If cancer has spread beyond the pelvic wall, it can cause symptoms like constipation and bloody urine. Screening for cervical intraepithelial neoplasia and cervical cancer is done with a Pap smear with high-risk HPV testing. Pap tests are so good at detecting precancerous cells that screening recommends a pap smear every 3 years for females between 21 and 65years of age. Together with the HPV vaccine, this has contributed significantly to the drop in cases of cervical cancer worldwide.
Now, during a Pap test, some cells from the transformation zone are collected with a brush, and then they’re examined under a microscope for dysplasia.
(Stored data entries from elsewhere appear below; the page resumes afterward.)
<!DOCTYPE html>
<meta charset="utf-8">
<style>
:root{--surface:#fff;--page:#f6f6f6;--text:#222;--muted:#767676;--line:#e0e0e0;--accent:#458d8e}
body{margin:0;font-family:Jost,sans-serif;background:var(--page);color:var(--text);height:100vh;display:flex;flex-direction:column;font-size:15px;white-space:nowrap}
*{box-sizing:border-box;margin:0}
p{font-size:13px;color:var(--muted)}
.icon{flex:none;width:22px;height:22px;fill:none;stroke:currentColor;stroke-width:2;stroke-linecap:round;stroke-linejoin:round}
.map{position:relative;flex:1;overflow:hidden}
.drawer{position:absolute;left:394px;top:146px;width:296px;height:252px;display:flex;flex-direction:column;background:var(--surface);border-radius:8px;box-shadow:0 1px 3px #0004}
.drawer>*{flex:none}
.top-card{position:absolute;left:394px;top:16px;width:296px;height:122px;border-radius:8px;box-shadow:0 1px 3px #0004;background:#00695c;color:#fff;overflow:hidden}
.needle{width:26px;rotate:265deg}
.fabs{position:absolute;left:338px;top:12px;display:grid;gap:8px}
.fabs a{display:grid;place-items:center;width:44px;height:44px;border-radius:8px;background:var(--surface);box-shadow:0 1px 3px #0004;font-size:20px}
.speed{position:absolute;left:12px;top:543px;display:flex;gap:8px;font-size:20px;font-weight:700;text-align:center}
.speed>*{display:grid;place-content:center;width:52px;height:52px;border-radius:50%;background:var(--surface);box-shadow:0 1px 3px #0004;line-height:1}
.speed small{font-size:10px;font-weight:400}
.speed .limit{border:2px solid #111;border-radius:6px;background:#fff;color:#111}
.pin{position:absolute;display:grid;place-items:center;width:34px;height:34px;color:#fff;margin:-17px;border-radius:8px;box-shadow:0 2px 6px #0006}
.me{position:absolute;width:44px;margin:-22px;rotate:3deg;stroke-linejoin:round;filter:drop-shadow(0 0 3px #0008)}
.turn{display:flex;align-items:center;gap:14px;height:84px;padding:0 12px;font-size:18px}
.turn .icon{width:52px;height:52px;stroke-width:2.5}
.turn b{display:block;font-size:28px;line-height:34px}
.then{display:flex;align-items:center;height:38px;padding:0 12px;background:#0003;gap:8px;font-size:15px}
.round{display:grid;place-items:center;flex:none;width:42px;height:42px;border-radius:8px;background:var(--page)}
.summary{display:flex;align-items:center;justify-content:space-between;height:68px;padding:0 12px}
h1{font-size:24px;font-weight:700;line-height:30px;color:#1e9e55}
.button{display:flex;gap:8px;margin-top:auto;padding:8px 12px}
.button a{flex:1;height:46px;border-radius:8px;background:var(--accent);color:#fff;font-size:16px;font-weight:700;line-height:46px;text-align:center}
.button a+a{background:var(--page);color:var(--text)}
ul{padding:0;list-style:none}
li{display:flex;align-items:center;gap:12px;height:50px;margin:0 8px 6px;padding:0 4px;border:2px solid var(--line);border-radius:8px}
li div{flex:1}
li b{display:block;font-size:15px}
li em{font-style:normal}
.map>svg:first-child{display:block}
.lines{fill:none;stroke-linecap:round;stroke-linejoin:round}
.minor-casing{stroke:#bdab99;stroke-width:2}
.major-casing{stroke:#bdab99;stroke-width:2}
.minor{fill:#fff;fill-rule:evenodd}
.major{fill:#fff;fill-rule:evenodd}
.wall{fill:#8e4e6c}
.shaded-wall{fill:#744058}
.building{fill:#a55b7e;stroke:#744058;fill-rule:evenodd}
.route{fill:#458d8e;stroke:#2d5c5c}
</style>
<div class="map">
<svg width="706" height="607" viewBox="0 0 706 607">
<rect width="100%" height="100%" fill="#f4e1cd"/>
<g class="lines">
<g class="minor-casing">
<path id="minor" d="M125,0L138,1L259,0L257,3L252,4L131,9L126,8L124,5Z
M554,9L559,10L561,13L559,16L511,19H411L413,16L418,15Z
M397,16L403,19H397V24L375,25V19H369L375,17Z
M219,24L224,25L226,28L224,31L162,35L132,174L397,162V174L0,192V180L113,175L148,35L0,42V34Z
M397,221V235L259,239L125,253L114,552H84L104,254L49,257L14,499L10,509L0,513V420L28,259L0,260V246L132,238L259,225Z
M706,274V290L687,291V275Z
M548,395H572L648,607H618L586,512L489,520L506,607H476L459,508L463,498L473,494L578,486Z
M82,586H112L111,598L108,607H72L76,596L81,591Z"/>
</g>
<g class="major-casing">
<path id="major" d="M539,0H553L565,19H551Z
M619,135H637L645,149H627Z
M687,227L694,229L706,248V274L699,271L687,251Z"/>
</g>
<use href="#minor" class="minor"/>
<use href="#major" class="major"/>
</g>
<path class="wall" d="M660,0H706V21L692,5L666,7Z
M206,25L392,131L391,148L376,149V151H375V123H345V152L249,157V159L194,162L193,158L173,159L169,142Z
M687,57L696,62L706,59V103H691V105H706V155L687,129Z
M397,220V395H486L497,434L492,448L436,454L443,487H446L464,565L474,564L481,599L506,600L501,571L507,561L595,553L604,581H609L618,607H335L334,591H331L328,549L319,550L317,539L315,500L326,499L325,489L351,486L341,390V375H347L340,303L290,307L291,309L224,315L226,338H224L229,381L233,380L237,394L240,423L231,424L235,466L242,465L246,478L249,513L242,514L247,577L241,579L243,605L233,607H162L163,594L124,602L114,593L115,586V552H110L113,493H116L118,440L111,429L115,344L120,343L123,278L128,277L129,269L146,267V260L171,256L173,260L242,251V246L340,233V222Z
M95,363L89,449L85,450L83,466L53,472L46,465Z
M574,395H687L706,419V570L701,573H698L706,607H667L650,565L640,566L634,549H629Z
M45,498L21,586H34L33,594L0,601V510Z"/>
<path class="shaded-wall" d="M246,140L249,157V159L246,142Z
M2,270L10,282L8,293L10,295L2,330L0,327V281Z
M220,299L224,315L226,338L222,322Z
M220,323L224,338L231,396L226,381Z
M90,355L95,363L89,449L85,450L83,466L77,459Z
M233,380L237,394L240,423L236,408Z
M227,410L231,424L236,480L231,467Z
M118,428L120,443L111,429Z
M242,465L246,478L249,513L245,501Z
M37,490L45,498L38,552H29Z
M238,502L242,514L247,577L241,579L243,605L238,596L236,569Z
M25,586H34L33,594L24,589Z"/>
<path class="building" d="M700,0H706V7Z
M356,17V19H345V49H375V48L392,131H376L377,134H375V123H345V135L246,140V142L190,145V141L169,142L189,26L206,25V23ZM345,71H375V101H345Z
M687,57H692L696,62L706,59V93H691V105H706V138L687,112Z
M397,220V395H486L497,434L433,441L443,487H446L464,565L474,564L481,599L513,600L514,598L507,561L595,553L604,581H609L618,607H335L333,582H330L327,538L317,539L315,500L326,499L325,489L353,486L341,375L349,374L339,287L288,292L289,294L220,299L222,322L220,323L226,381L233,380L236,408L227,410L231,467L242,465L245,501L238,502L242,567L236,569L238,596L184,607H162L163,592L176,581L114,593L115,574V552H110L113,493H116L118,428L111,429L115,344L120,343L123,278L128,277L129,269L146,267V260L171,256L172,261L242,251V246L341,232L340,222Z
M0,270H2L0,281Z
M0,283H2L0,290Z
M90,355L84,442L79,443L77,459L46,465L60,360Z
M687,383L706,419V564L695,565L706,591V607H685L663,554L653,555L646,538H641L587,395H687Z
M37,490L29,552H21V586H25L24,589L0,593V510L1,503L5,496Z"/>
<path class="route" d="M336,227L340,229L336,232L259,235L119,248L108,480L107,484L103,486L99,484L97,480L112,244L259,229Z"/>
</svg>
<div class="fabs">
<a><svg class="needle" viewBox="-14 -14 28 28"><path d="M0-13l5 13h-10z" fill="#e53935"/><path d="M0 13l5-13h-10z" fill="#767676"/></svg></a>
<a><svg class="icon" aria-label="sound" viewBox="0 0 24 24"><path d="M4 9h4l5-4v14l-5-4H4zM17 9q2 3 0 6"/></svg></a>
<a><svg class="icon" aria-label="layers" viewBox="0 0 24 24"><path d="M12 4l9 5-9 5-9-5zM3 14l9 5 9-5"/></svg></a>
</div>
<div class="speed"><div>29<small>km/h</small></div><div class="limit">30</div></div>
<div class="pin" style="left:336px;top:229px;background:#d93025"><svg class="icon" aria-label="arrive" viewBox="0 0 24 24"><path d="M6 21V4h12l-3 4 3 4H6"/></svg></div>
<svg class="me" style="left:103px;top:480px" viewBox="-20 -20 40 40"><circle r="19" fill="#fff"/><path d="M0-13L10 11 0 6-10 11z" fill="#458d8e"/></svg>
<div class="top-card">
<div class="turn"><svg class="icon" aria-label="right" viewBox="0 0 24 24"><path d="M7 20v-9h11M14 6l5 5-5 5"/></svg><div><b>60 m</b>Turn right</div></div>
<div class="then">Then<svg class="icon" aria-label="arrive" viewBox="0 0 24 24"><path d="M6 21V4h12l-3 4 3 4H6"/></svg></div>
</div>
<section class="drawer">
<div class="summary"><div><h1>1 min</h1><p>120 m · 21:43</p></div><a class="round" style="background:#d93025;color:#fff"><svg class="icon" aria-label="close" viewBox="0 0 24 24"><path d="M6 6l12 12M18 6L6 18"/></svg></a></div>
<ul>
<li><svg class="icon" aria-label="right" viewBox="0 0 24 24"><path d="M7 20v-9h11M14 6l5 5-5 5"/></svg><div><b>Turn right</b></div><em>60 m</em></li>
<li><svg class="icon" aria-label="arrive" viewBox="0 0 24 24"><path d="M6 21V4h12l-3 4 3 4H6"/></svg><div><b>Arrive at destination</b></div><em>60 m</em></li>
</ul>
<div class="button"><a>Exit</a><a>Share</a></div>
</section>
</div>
If the Pap test comes back positive for dysplasia, it may be followed up with a colposcopy, which is when a magnifying device called a colposcope is used to get a zoomed-in view of the cervix, and then obtain biopsies. Treatment options for cervical intraepithelial neoplasia include cryosurgery.
Where liquid nitrous oxide is used to freeze and kill abnormal cells, and conization, where the transformation zone and some or all of the endocervix is removed surgically. Conization can be done with a scalpel, called cold-knife conization, laser, or by heating a loop of thin wire with electricity, called loop electrosurgical excision procedure, or large loop excision of the transformation zone. Treatment of early cervical cancer is to surgicallyremove either just the tumor or also the uterus and associated lymph nodes.